Bertinotti nel nome di Marx: "Sciopero generale"

L’ex leader di Rifondazione alza la voce e richiama "l’esperienza zapatista": "Il nostro nemico è il capitalismo. Di Pietro? Di destra". Intanto il partito è sempre più diviso

Bertinotti nel nome di Marx: "Sciopero generale"

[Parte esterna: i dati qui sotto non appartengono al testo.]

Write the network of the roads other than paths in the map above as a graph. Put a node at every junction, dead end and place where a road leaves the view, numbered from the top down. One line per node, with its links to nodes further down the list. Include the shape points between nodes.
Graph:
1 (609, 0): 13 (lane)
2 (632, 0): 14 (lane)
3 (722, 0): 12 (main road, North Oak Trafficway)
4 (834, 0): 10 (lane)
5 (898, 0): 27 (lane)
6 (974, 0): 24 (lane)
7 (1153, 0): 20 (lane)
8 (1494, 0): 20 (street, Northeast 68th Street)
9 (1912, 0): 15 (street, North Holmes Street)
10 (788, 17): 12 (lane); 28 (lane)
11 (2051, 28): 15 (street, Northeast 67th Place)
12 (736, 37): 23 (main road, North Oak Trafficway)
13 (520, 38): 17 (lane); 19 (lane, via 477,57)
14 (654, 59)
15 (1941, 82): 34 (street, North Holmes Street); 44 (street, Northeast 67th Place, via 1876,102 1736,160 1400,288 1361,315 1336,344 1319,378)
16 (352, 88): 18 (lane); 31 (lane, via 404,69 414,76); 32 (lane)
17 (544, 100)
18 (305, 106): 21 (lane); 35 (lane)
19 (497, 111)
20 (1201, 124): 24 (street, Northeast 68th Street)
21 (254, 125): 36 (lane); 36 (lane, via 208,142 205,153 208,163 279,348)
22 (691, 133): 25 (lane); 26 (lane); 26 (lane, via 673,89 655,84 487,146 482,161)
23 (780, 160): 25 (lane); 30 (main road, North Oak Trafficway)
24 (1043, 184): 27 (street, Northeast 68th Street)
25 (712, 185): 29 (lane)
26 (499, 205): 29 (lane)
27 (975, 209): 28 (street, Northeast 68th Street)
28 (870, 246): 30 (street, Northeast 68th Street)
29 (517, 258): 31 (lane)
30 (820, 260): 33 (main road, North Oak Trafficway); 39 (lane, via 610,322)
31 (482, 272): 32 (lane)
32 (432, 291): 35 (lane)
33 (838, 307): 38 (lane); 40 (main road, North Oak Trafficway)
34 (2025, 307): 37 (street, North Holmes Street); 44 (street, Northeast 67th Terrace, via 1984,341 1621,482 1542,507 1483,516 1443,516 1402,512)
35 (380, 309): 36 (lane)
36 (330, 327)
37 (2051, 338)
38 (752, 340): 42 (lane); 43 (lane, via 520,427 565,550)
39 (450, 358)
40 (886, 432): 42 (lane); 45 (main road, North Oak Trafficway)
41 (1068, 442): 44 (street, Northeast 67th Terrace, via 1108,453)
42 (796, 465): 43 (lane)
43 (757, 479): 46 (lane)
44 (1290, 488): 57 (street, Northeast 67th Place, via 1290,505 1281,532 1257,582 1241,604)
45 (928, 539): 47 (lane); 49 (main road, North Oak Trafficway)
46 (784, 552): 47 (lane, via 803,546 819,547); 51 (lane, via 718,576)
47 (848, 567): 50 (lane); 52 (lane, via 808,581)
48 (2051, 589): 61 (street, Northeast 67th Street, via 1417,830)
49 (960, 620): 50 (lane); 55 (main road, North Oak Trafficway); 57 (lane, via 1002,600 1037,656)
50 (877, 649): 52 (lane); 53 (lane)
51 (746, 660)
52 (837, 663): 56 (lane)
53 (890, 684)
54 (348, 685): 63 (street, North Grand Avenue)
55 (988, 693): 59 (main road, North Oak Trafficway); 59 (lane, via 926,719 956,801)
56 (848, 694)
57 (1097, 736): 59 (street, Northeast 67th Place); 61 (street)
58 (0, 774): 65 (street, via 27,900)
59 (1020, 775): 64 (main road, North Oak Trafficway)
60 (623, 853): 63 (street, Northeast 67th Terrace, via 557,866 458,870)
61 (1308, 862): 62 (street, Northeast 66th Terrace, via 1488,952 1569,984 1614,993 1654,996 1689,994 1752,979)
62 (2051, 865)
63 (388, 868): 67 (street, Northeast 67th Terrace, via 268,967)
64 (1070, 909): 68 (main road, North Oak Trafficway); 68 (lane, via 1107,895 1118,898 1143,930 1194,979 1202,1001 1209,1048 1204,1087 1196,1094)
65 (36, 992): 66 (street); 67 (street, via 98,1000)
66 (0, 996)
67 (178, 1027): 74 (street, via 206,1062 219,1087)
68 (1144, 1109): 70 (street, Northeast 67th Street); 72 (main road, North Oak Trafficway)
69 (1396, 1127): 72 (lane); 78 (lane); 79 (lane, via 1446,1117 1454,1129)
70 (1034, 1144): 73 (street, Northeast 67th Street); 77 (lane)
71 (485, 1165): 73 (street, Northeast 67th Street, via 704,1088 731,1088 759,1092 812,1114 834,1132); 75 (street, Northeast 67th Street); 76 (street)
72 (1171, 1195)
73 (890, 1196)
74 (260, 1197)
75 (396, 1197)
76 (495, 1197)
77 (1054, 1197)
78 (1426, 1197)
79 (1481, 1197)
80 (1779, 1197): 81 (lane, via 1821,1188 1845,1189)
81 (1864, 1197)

nostro inviato a Chianciano (Siena)

«Lo sciopero generale è il banco di prova per la maturità dell’opposizione. Lo so che a decidere è il sindacato, ma è l’ambiente politico che ne genera le condizioni. E non ci sono forse oggi le condizioni per farlo, vedendo la catena di morti sul lavoro?». Dal VII Congresso di Rifondazione, a Chianciano, Fausto Bertinotti minaccia il governo. Allo stesso tempo sfida «un’opposizione di sinistra che non c’è, perché non c’è la sinistra». Non può farlo il Pd, a suo dire, in quanto «non ha i fondamenti per essere partito di opposizione». Mentre «Di Pietro e il populismo sono opposizione, ma non di sinistra. Anzi, appartengono alla cultura della destra. L’opposizione di sinistra - spiega l’ex presidente della Camera - parte dalle ragioni del conflitto sociale».
Così, citando Marx ed evocando «l’esperienza zapatista», in 29 minuti di discorso interrotto da 24 applausi, il rinato sub-comandante manda un pesante messaggio a Silvio Berlusconi, cassa i balbettii di Veltroni e respinge il giustizialismo dell’ex pm. Oltre a riprendersi quel ruolo di padre nobile del partito «che in realtà - dice il suo pupillo Gaetano Migliore - non aveva mai perduto».
È un fiume in piena, Bertinotti, che fa risuonare parole della mitologia comunista in un’Italia dove ormai molti operai votano centrodestra. «Abbiamo bisogno della ricostruzione di un nuovo movimento operaio» in quanto «partiti e associazioni sono necessari, ma non bastano, perché come diceva Marx il movimento va ben oltre. Senza la critica al lavoro salariato non c’é la critica al capitalismo. E ricordiamo che il nostro nemico non è solo Berlusconi e il padrone, il nostro avversario è il capitalismo», dipinto come il peggiore dei mali dall’ex presidente della Camera. Che esorta a guardare oltre l’Italia, al mondo, al Sud America, dato che «in Europa la sinistra antagonista è a rischio di scomparsa, così come in Italia è fallita l’esperienza di quella alternativa». E citando ancora una volta Marx conclude invitando a pensare che «una forza antagonista non può resistere a lungo se è minoritaria» e che «oggi la sinistra non ha nulla da perdere, se non le catene».
Intanto, a rischiare grosso è proprio la «sua» Rifondazione, chiamata oggi a scegliere chi, tra il governatore della Puglia Nichi Vendola e l’ex ministro Paolo Ferrero, sarà il nuovo segretario. La mozione del primo ha il 47% dei voti pre-congressuali, quella del secondo il 40%.

Ma dopo vani tentativi di portare dalla parte di Vendola almeno una delle altre tre mozioni minoritarie, per fargli superare la soglia del 51%, c’è la possibilità che si arrivi a un accordo opposto, a un «tutti contro Vendola». Che vorrebbe dire la spaccatura del già minuscolo partito. E quindi, un «tutti giù per terra».